Trying to sleep

Childhood:

Pat, pat, pat

Cough, spit, mucous

Pink

“that means you’re getting better”

 

Adolescence:

Coughing again

Bloody underwear

A scream

Then,

“it’s part of growing up”

 

Childhood:

Blood from Mom’s face

Where the coffee cup struck

I closed my eyes, but not soon enough

Now that’s all I see when I close my eyes

 

Adult:

I held it inside,

Let them do what they want

It stayed inside me for years, like poison

‘The blood-curdling scream’

 

Motherhood:

I lost the babies

I couldn’t keep them safe

They floated away

In a river

 

Grief:

I can’t sleep with the light off

Because in the dark

Everything is red.

~E

Explication:

For many years, I stifled my grief. I grieved over a lost childhood; for growing up too soon. I grieved as a teenager; lost and alone. I grieved as a mother; wondering if I was really meant to be. I would push down my feelings, tears, screams, and thoughts.
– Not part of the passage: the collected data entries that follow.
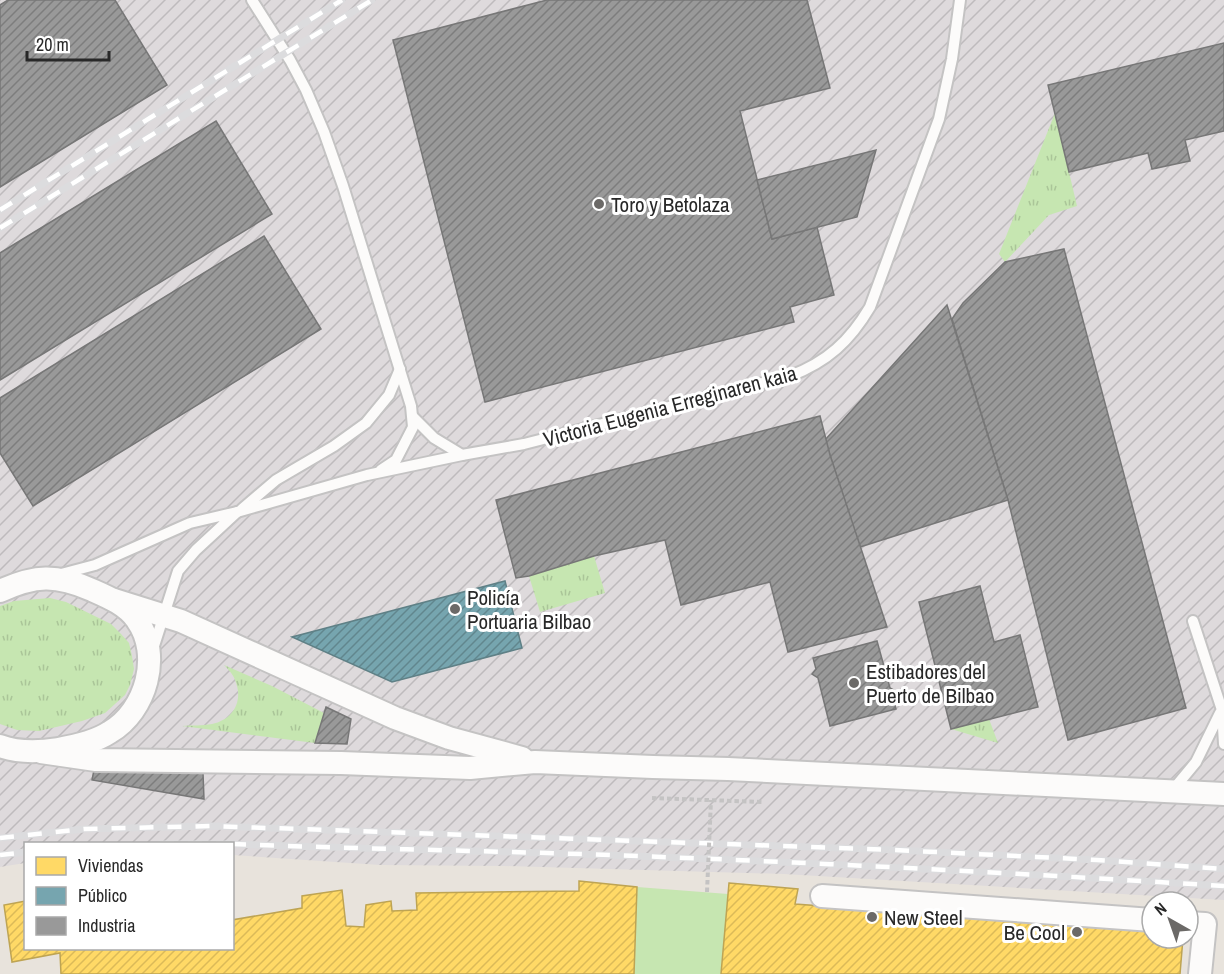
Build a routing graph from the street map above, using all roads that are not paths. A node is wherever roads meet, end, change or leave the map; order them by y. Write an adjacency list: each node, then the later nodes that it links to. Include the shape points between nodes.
1 (252, 0): 3 (lane, via 290,60 324,132)
2 (960, 0): 5 (lane, Victoria Eugenia Erreginaren kaia, via 939,119 870,307 844,343 808,369 790,376 524,444)
3 (400, 369): 4 (lane); 7 (lane, via 389,395 366,423 276,480)
4 (413, 417): 5 (lane, via 434,438); 6 (lane, via 413,427 396,460)
5 (462, 455): 6 (lane, Victoria Eugenia Erreginaren kaia)
6 (374, 475): 7 (lane, Victoria Eugenia Erreginaren kaia)
7 (237, 512): 8 (lane, Victoria Eugenia Erreginaren kaia, via 190,523 95,565); 11 (lane, Victoria Eugenia Erreginaren kaia, via 185,561)
8 (40, 578): 9 (street); 10 (street, via 65,580)
9 (0, 591)
10 (114, 600): 11 (street); 13 (street, via 137,619)
11 (164, 616): 13 (lane, Victoria Eugenia Erreginaren kaia); 18 (street, via 394,718)
12 (1193, 621): 14 (lane)
13 (149, 661): 17 (street, via 142,693 123,723 76,746)
14 (1222, 710): 15 (lane); 19 (lane, via 1196,762)
15 (1224, 744)
16 (4, 748): 17 (street)
17 (41, 752): 18 (street, via 96,760 470,768)
18 (535, 762): 19 (street)
19 (1172, 792): 20 (street)
20 (1224, 794)
21 (822, 896): 22 (street)
22 (1140, 919)
23 (1200, 924): 24 (street, via 1205,924)
24 (1200, 974)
I tried to move on. I had a breakdown. For years I dreamed in red, like I was looking through a screen. It scared me to dream this way. I felt anxious in my waking hours, and fought sleep. This poem came to me, and I wanted to honor that part of my life: the depths of grief. I have been through this deep grief, and it no longer haunts me daily. I will confess, if I am having an anxious day, I will sleep with the light on. I feel more secure in the light when anxiety is hanging around. Thank you for reading. I honor: self, the light in me, and the light in you.